While at work on a fine Saturday afternoon, I got a text from Ellie asking if I wanted to go to tonight’s San Jose Sharks game against the Colorado Avalanches with friends from church. I said yes. We took the CalTrain, giving Ellie plenty of time to explain to me the newest top players and teams—basically everything I needed to know to understand the sport. I learned a lot, but there was one thing I especially learned from the night.
The San Jose Sharks are very bad at hockey.
Upon walking into the half-full (optimism!) SAP Center, the two of us were gifted “Luchador Goalie Masks” in honor of Los Tiburones Night. As festive as the decoration and spirits were, the vibrancy couldn’t lend a hand to the Sharks’ terrible defense, offense, and everything in between. Nonetheless, we had a blast: I got to witness the Sharks’s epic introduction to the ice (I still have no idea where the shark head comes from), participate in “The Chomp” for the first time, watch Sharkie bang a plastic drum to an earsplitting intensity, and Thomas Bordeleau’s first goal. At first, the Sharks were simply not very good. But out of nowhere, goalie Mackenzie Black decided to become an absolute force to be reckoned with. This was very much to Ellie’s dismay as he was “as good as a child wearing roller blades on an ice hockey rink” when he was with the Devils. Nonetheless, the Sharks had made their way to a shootout.

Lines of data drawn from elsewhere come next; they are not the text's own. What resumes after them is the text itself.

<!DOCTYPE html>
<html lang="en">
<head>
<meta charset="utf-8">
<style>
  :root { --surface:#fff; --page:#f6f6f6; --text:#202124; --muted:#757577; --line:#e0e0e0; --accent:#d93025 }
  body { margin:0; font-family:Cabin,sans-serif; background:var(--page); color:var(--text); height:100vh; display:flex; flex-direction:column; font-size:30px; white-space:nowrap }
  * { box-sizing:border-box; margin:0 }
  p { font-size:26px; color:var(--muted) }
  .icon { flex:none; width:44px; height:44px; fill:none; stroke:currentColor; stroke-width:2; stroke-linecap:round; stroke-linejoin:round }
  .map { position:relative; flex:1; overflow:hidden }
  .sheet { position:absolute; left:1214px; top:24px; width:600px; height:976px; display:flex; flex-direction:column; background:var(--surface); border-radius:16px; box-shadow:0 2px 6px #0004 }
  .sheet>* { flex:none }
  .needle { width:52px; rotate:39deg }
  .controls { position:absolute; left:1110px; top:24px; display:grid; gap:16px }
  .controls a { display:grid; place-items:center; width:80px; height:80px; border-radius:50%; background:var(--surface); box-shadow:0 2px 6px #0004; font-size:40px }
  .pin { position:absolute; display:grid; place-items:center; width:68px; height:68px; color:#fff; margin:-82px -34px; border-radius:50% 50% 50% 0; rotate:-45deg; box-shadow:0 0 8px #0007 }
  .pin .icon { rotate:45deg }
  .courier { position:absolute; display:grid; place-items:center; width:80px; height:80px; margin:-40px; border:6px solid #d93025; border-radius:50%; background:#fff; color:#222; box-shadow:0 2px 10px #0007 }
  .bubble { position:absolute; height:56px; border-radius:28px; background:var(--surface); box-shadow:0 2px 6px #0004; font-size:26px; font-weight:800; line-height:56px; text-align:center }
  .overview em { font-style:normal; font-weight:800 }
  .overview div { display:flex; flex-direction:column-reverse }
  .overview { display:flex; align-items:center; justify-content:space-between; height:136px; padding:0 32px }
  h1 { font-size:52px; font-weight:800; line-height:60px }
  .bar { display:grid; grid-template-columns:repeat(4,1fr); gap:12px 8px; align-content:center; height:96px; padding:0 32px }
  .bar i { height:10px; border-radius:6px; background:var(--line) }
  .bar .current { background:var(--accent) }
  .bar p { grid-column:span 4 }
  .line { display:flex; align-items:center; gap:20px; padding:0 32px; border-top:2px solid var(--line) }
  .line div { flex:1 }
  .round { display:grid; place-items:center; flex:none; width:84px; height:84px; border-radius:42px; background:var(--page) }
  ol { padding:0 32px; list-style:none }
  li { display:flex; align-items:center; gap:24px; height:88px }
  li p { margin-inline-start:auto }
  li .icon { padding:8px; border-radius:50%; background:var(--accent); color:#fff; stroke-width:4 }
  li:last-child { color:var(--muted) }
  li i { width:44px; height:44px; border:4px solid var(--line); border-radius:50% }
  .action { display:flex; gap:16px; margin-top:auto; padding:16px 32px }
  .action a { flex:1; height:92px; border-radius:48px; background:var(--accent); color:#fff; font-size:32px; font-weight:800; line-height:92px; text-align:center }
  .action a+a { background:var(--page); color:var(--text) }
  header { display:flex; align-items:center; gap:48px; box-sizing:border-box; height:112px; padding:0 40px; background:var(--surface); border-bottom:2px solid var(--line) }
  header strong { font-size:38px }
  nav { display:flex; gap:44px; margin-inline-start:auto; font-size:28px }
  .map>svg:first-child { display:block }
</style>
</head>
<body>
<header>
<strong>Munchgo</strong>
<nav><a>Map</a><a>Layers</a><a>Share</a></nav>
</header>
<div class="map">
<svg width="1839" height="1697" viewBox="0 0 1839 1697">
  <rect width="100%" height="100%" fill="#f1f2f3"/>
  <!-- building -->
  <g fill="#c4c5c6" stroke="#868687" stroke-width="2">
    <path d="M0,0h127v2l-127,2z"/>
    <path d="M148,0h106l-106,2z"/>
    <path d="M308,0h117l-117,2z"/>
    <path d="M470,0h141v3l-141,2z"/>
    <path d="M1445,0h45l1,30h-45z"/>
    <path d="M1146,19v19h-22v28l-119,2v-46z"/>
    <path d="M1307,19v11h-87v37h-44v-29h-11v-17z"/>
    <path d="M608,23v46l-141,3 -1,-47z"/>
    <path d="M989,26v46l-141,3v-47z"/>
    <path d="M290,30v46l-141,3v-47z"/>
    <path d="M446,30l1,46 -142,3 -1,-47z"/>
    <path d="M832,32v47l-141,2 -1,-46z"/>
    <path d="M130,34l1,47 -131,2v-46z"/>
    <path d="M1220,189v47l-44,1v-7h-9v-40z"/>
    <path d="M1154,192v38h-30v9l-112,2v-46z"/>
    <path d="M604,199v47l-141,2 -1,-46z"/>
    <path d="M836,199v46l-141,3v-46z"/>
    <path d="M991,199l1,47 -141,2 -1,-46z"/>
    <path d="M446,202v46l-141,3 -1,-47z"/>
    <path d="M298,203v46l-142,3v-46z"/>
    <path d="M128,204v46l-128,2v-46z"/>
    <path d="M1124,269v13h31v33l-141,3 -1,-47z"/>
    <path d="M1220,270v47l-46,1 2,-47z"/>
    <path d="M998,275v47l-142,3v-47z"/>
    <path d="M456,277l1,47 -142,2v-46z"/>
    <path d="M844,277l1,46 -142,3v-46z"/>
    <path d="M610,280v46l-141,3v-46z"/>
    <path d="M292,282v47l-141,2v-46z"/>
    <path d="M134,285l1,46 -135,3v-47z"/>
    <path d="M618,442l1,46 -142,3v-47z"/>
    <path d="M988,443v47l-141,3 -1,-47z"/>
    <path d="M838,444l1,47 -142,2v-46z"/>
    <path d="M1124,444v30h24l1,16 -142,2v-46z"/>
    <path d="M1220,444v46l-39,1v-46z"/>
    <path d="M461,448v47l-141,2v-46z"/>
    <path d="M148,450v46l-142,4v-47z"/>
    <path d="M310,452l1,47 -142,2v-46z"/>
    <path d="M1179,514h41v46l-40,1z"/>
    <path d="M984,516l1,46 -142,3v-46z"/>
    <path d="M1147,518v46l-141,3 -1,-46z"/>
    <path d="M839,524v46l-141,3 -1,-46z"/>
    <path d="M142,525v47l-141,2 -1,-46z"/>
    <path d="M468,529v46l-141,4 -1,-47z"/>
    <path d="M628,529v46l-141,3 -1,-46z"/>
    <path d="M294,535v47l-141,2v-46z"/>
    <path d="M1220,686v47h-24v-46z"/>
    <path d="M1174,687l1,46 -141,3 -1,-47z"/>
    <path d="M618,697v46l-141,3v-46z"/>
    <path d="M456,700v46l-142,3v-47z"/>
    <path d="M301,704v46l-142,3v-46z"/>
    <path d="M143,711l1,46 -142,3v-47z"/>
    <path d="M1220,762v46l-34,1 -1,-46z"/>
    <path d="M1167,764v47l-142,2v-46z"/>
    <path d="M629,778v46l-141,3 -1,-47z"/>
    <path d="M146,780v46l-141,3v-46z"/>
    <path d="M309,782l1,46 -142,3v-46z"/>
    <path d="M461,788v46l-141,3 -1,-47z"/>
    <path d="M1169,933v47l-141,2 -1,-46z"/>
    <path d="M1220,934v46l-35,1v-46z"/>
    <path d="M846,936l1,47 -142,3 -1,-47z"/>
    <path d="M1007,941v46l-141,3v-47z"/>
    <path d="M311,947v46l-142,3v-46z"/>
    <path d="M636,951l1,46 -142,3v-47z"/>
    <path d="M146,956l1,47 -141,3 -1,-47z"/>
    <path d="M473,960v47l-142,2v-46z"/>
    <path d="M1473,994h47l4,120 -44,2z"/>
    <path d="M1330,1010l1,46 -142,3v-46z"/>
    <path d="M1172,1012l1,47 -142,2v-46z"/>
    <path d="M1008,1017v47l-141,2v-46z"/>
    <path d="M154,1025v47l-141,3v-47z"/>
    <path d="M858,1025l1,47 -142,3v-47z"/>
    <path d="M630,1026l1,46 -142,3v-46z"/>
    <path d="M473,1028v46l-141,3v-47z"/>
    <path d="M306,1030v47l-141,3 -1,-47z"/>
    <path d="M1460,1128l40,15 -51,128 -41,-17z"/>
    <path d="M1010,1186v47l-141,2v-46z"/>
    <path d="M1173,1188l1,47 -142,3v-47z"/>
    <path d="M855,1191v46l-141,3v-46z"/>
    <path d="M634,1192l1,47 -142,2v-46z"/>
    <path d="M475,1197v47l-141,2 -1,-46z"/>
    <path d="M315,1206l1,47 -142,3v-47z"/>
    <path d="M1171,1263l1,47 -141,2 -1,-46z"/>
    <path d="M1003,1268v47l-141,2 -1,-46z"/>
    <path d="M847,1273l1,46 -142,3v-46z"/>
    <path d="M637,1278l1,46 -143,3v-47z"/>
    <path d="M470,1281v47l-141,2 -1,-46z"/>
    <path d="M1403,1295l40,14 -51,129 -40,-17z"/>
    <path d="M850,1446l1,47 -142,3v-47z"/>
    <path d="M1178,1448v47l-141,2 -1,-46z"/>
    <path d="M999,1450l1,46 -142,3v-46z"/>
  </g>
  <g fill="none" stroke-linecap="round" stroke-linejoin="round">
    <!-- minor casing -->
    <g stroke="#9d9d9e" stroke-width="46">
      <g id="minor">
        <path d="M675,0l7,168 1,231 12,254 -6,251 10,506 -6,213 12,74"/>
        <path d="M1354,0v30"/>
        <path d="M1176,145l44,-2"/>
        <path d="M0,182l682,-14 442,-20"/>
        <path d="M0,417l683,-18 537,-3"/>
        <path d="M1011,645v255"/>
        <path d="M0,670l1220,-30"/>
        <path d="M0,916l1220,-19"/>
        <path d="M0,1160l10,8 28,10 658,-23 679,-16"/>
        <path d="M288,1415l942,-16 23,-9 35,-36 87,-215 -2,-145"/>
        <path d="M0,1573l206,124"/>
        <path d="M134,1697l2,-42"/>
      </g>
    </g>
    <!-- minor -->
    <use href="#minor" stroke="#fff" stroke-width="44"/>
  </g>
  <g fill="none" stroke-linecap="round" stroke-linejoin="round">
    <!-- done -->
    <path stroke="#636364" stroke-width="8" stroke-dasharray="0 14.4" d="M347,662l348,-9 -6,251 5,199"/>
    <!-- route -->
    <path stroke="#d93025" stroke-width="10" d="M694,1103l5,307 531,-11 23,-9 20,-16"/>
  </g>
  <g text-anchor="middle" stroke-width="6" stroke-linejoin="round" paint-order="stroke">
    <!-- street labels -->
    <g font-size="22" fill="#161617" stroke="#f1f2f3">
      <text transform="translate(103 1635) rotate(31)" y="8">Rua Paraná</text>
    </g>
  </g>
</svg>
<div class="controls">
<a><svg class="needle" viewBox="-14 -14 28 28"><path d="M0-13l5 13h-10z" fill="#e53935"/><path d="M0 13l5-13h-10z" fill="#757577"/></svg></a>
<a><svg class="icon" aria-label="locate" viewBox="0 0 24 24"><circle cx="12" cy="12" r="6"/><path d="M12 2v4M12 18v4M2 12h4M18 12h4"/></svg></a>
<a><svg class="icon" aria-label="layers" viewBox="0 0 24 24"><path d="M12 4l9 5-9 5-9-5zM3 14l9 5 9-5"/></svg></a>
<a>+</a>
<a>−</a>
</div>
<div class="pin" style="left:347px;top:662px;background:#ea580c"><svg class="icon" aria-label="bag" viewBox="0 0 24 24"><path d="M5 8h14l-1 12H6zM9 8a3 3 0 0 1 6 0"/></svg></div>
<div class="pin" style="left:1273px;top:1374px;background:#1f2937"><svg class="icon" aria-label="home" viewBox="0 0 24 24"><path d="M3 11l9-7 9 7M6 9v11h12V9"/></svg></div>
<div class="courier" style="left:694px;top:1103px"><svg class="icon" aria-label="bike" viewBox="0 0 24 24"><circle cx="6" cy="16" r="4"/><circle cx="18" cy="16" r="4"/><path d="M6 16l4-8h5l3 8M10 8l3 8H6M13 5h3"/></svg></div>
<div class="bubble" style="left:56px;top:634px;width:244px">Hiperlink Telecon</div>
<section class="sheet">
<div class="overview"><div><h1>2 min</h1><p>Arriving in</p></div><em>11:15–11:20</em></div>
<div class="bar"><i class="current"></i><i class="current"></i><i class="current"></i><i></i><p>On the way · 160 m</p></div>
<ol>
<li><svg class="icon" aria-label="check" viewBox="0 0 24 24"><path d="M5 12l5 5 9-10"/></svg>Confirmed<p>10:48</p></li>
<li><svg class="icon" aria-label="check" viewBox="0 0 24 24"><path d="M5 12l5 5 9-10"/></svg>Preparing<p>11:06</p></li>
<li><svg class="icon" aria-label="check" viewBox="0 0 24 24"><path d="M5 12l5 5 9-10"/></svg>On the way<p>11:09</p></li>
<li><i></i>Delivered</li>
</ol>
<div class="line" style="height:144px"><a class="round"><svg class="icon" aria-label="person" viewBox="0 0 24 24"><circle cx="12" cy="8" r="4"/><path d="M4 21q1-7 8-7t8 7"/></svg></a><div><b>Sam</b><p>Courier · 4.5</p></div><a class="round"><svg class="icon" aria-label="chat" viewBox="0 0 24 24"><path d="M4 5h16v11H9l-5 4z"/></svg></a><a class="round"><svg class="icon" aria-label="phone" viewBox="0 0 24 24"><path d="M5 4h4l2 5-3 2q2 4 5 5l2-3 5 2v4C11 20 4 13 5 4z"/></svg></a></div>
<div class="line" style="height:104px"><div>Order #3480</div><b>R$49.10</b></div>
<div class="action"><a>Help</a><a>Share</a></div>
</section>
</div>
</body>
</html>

We sat at the edge of our seats, watching in anticipation as the Sharks (once again) proved incapable of clutching up and winning the game.
Ellie said it best: “I’m not surprised that we had such a good time at the game. I’m even less surprised that the goalie masks were by far our favorite part. I loved getting into all the specific details of the game, and it actually was a pretty close game.”
As tragic as the game was the two of us cultivated a new shared love for going to hockey games and a new shared hatred for the SAP french fries that gave us stomach problems for the next two day.